Operational Next Steps for APAC Financial Institutions

1. Update Country Risk Ratings:

   • Reflect the latest FATF statuses in your internal country risk matrices.

   • Assign appropriate risk tiers for jurisdictions like Vietnam, Nepal, and Lao PDR.

   
   

2. Recalibrate EDD Thresholds:

   • Implement heightened due diligence for high-value or high-risk transactions involving grey-listed countries.

   • Include red flag indicators related to synthetic identity usage or sanctioned entity risk.

     
     

3. Review VASP and Cross-Border Client Onboarding:

   • Strengthen controls on clients engaging in cryptocurrency activity with exposure to grey-listed regions.

   • Ensure data on beneficial ownership is collected and validated as part of onboarding.

     
     

4. Train Frontline and Compliance Teams:

   • Increase awareness of the grey list update across operations, compliance, and customer-facing teams.

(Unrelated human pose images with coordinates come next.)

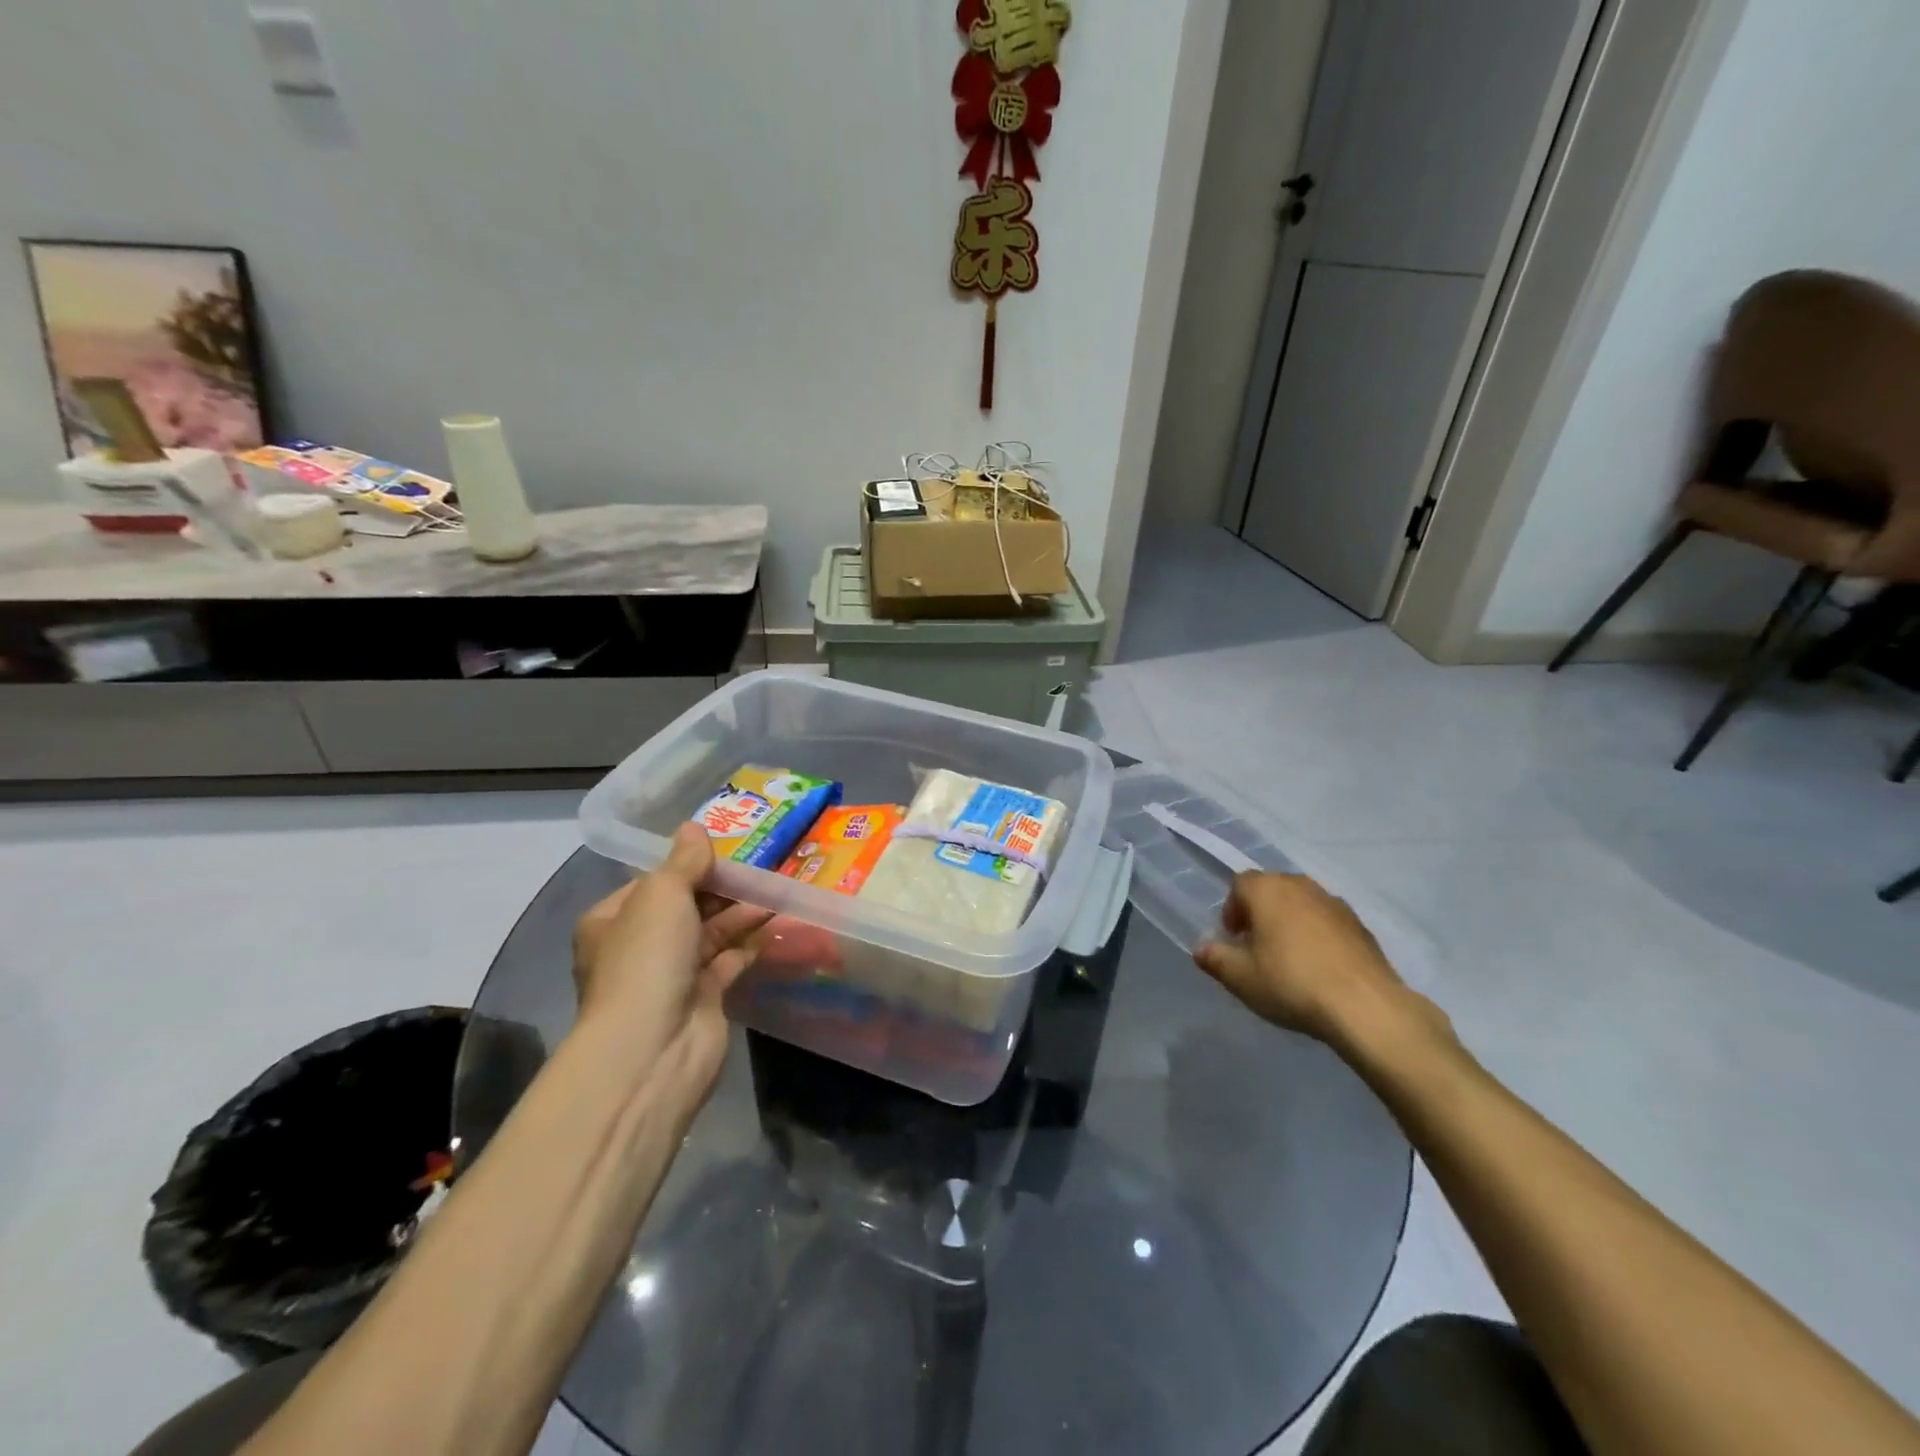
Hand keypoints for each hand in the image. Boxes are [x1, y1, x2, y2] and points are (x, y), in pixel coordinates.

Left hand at [572, 825, 771, 1093]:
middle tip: (761, 866)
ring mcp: (671, 976)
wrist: (654, 1046)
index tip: (727, 850)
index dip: (689, 865)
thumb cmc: (647, 958)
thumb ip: (684, 861)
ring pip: (711, 934)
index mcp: (611, 921)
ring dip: (741, 913)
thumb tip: (693, 827)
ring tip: (777, 888)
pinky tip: (776, 922)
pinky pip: (729, 961)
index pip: (653, 883)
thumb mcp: (662, 894)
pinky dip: (750, 943)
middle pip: (685, 907)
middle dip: (721, 889)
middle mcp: (638, 947)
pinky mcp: (703, 999)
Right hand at [1195, 872, 1442, 1051]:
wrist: (1365, 1006)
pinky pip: (1327, 922)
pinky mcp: (1361, 925)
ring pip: (1301, 904)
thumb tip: (1201, 949)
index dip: (1232, 909)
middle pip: (1272, 889)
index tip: (1235, 939)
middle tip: (1258, 947)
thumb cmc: (1291, 983)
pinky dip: (1318, 935)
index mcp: (1267, 890)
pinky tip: (1320, 967)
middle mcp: (1300, 886)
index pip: (1240, 884)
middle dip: (1261, 912)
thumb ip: (1215, 959)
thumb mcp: (1240, 978)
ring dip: (1291, 922)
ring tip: (1290, 958)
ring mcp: (1334, 903)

   • Use case studies like Vietnam or Hong Kong’s past exposure to illustrate how risk evolves rapidly.

     
     

5. Support Legitimate Flows:

   
   

   • Work with regulators to preserve remittance corridors, NPO access, and humanitarian fund transfers without overblocking transactions.

     
     

The Bigger Picture: Trust Is Built on Responsiveness

Grey list updates aren’t just about ticking compliance boxes—they reflect deeper questions around transparency, accountability, and financial ecosystem resilience.

As regulatory expectations rise across the globe, financial institutions in Asia Pacific must see these updates as an opportunity to lead, not just comply. By staying alert, proactive, and transparent in response to these global signals, APAC players can build a foundation of trust that spans borders, partners, and communities.